PROBLEM TO WORK ON: Restate the whole of the data verbatim, omitting nothing.

[[ LISTED ENTRIES open ]]

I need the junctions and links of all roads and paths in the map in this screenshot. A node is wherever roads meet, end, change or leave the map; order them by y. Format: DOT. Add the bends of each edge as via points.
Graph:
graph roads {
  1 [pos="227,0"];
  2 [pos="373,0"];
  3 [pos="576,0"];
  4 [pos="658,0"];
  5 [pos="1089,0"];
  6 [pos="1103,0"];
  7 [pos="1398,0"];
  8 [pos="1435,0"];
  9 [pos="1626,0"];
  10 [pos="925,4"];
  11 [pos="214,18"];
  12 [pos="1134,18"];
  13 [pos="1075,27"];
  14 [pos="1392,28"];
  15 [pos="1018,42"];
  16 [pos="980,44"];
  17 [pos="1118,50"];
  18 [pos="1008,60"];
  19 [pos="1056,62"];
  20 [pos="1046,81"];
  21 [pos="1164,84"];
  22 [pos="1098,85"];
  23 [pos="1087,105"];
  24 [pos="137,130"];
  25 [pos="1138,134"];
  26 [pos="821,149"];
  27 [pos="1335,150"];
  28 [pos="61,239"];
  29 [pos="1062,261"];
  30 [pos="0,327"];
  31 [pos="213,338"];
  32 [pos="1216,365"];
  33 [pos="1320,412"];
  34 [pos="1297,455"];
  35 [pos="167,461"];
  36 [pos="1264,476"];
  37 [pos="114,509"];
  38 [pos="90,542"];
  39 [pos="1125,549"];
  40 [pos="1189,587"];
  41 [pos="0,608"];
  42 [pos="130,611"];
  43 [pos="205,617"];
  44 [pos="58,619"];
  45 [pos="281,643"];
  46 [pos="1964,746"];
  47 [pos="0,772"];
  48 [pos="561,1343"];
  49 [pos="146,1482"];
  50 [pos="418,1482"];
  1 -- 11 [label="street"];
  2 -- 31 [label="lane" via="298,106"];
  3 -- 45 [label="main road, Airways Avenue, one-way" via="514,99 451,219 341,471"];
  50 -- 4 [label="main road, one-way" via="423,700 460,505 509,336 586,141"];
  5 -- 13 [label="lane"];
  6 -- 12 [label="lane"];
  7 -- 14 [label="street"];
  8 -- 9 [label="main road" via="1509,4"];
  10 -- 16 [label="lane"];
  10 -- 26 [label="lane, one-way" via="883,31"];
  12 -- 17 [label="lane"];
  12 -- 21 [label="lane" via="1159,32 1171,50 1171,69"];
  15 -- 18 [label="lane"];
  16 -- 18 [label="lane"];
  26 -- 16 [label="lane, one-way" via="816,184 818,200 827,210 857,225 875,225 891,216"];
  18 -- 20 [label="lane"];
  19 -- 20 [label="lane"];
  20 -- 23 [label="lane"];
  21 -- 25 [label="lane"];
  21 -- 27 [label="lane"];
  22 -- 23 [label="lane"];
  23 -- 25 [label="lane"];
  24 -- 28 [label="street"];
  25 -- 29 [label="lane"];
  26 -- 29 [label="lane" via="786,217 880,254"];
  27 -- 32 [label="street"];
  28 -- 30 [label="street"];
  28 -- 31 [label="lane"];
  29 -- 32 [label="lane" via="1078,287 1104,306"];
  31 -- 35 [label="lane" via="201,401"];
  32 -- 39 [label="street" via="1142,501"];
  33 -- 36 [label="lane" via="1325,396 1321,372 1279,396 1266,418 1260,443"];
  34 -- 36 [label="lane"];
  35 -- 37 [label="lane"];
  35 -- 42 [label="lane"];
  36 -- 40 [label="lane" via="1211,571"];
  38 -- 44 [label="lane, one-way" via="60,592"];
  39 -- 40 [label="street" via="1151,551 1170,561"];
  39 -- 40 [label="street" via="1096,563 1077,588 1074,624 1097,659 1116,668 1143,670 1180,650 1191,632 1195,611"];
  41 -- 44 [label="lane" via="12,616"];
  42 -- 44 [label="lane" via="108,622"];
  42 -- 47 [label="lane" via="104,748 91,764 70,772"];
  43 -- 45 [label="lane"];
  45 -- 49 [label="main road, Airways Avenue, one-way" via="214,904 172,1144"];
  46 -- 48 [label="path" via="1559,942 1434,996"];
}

[[ LISTED ENTRIES closed ]]

WRITTEN SOLUTION:
I need the junctions and links of all roads and paths in the map in this screenshot. A node is wherever roads meet, end, change or leave the map; order them by y. Format: DOT. Add the bends of each edge as via points.
Graph:
graph roads {
  1 [pos="227,0"];
  2 [pos="373,0"];
  3 [pos="576,0"];
  4 [pos="658,0"];
  5 [pos="1089,0"];
  6 [pos="1103,0"];
  7 [pos="1398,0"];
  8 [pos="1435,0"];
  9 [pos="1626,0"];
  10 [pos="925,4"];
  11 [pos="214,18"];
  12 [pos="1134,18"];
  13 [pos="1075,27"];
  14 [pos="1392,28"];
  15 [pos="1018,42"];
  16 [pos="980,44"];
  17 [pos="1118,50"];
  18 [pos="1008,60"];
  19 [pos="1056,62"];
  20 [pos="1046,81"];
  21 [pos="1164,84"];
  22 [pos="1098,85"];
  23 [pos="1087,105"];
  24 [pos="137,130"];
  25 [pos="1138,134"];
  26 [pos="821,149"];
  27 [pos="1335,150"];
  28 [pos="61,239"];
  29 [pos="1062,261"];
  30 [pos="0,327"];
  31 [pos="213,338"];
  32 [pos="1216,365"];
  33 [pos="1320,412"];
  34 [pos="1297,455"];
  35 [pos="167,461"];
  36 [pos="1264,476"];
  37 [pos="114,509"];
  38 [pos="90,542"];
  39 [pos="1125,549"];
  40 [pos="1189,587"];
  41 [pos="0,608"];
  42 [pos="130,611"];
  43 [pos="205,617"];
  44 [pos="58,619"];
  45 [pos="281,643"];
  46 [pos="1964,746"];
  47 [pos="0,772"];
  48 [pos="561,1343"];
  49 [pos="146,1482"];
  50 [pos="418,1482"];
  1 -- 11 [label="street"];
  2 -- 31 [label="lane" via="298,106"];
  3 -- 45 [label="main road, Airways Avenue, one-way" via="514,99 451,219 341,471"];
  50 -- 4 [label="main road, one-way" via="423,700 460,505 509,336 586,141"];
  5 -- 13 [label="lane"];
  6 -- 12 [label="lane"];
  7 -- 14 [label="street"];
  8 -- 9 [label="main road" via="1509,4"];
  10 -- 16 [label="lane"];
  10 -- 26 [label="lane, one-way" via="883,31"];
  12 -- 17 [label="lane"];
  12 -- 21 [label="lane" via="1159,32 1171,50 1171,69"];
  15 -- 18 [label="lane"];
  16 -- 18 [label="lane"];
  26 -- 16 [label="lane, one-way" via="816,184 818,200 827,210 857,225 875,225 891,216"];
  18 -- 20 [label="lane"];
  19 -- 20 [label="lane"];
  20 -- 23 [label="lane"];
  21 -- 25 [label="lane"];
  21 -- 27 [label="lane"];
  22 -- 23 [label="lane"];
  23 -- 25 [label="lane"];
  24 -- 28 [label="street"];
  25 -- 29 [label="lane"];
  26 -- 29 [label="lane" via="786,217 880,254"];
  27 -- 32 [label="street"];
  28 -- 30 [label="street"];
  28 -- 31 [label="lane"];
  29 -- 32 [label="lane" via="1078,287 1104,306"];
  31 -- 35 [label="lane" via="201,401"];
  32 -- 39 [label="street" via="1142,501"];
  33 -- 36 [label="lane" via="1325,396 1321,372 1279,396 1266,418 1260,443"];
  34 -- 36 [label="lane"];
  35 -- 37 [label="lane"];
  35 -- 42 [label="lane"];
  36 -- 40 [label="lane" via="1211,571"];
  38 -- 44 [label="lane, one-way" via="60,592"];
  39 -- 40 [label="street" via="1151,551 1170,561"];
  39 -- 40 [label="street" via="1096,563 1077,588 1074,624 1097,659 1116,668 1143,670 1180,650 1191,632 1195,611"];
  41 -- 44 [label="lane" via="12,616"];
  42 -- 44 [label="lane" via="108,622"];
  42 -- 47 [label="lane" via="104,748 91,764 70,772"];
  43 -- 45 [label="lane"];
  45 -- 49 [label="main road, Airways Avenue, one-way" via="214,904 172,1144"];
  46 -- 48 [label="path" via="1559,942 1434,996"];
}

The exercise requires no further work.